Asked how he felt about death, Mr Mitterrand replied: 'This prospect is so inscribed in life that it would be a little pathetic to bow down before its advent. I know I shall no longer exist in a few months or a few years. It is not the fact of dying which causes me great care, but of no longer living.' He said he was currently interested in St Paul. 'I am fascinated by his life and his work. He is one of the most wonderful personalities in history. I have reconstituted all his travels, especially in Asia Minor, and I'd like to follow them myself, if I had the time.'

Aside from the health issue, Mr Mitterrand's political record as a young man has become an issue among his own supporters. The leadership of the Socialist Party became embroiled in a dispute on Wednesday over recent revelations that the President had not only had an equivocal relationship with the Vichy regime of Marshal Philippe Petain during the Second World War but had taken part in pre-war right-wing protests.

A new book published last week recounted Mr Mitterrand's career between 1934 and 1947. On its cover, it carried a photograph of a meeting between Mr Mitterrand and Petain in October 1942. Pierre Pean the author, said Mr Mitterrand had given him much of the material for the book himself.

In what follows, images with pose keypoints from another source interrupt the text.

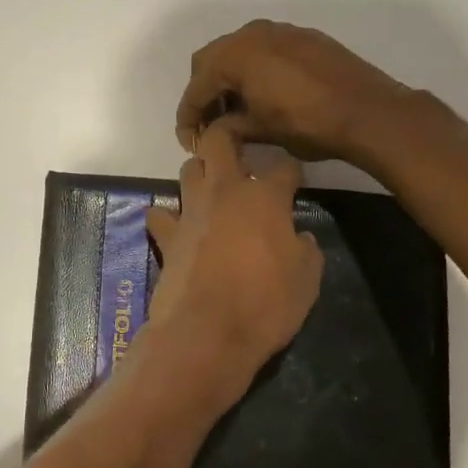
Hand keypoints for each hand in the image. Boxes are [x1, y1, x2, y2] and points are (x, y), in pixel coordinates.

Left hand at [143, 127, 323, 405]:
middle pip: (219, 141)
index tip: (295, 181)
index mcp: (264, 197)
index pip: (284, 167)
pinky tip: (176, 227)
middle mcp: (225, 191)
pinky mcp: (167, 236)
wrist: (207, 332)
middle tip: (240, 152)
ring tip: (212, 189)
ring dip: (200, 173)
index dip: (292, 171)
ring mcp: (191, 211)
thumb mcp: (307, 280)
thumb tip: (298, 237)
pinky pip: (160, 214)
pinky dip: (167, 217)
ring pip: (189, 169)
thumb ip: (305, 249)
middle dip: (229, 136)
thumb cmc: (266, 304)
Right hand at [174, 20, 418, 166]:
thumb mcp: (259, 131)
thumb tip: (212, 131)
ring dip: (229, 79)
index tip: (188, 141)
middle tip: (211, 124)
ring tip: (238, 111)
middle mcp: (250, 34)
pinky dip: (254, 70)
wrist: (368, 111)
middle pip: (210, 62)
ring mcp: (278, 31)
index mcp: (233, 56)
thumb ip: (227, 127)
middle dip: (205, 93)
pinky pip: (264, 50)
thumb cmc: (306, 124)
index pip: (196, 88)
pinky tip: (266, 95)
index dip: (188, 118)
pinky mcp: (302, 37)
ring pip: (238, 52)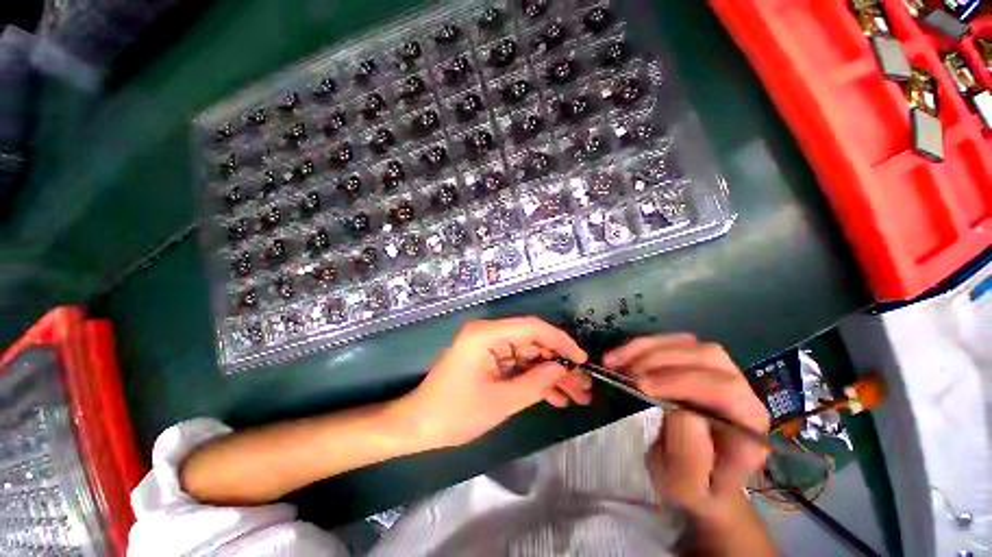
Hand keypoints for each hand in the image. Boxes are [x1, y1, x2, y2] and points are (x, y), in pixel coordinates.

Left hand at [400, 317, 589, 448]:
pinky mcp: (487, 359)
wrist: (418, 426)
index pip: (532, 327)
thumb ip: (536, 383)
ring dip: (549, 375)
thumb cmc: (455, 414)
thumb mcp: (501, 401)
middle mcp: (488, 333)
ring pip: (528, 355)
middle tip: (583, 384)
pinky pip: (516, 365)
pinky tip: (554, 397)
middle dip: (558, 364)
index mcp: (486, 334)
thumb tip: (563, 369)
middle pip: (532, 342)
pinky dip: (533, 380)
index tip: (581, 359)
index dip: (560, 341)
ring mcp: (488, 347)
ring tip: (575, 395)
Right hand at [604, 334, 769, 519]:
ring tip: (616, 360)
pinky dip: (644, 345)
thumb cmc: (694, 487)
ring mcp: (721, 374)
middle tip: (626, 372)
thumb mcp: (686, 484)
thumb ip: (690, 453)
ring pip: (689, 344)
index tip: (641, 386)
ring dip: (648, 348)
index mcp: (748, 426)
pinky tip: (623, 355)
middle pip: (708, 357)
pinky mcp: (698, 365)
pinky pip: (673, 343)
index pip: (725, 391)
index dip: (683, 382)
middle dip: (662, 359)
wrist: (697, 480)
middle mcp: (743, 392)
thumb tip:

Mr Mitterrand, who received a Vichy decoration, ended the war in charge of a Resistance network.

In a furious meeting of the Socialist Party's National Bureau, Dominique Strauss-Kahn, who was Industry Minister in the last Socialist government which was voted out of office last year, took particular issue with reports that Mr Mitterrand had remained friendly with Rene Bousquet, the Vichy police chief responsible for the notorious Vel d'Hiv round-up of Jews in Paris on 16 July 1942, until as late as 1986. Bousquet, who had been charged with crimes against humanity, was assassinated at his Paris home in June of last year.

In his interview with Le Figaro, Mr Mitterrand pointed out that Charles de Gaulle himself had appointed him one of the 15 men to run France immediately after the liberation. De Gaulle in his memoirs 'mentioned my name as one of those who, at great risk to themselves, ensured the link between England and France, by plane or boat and at night'.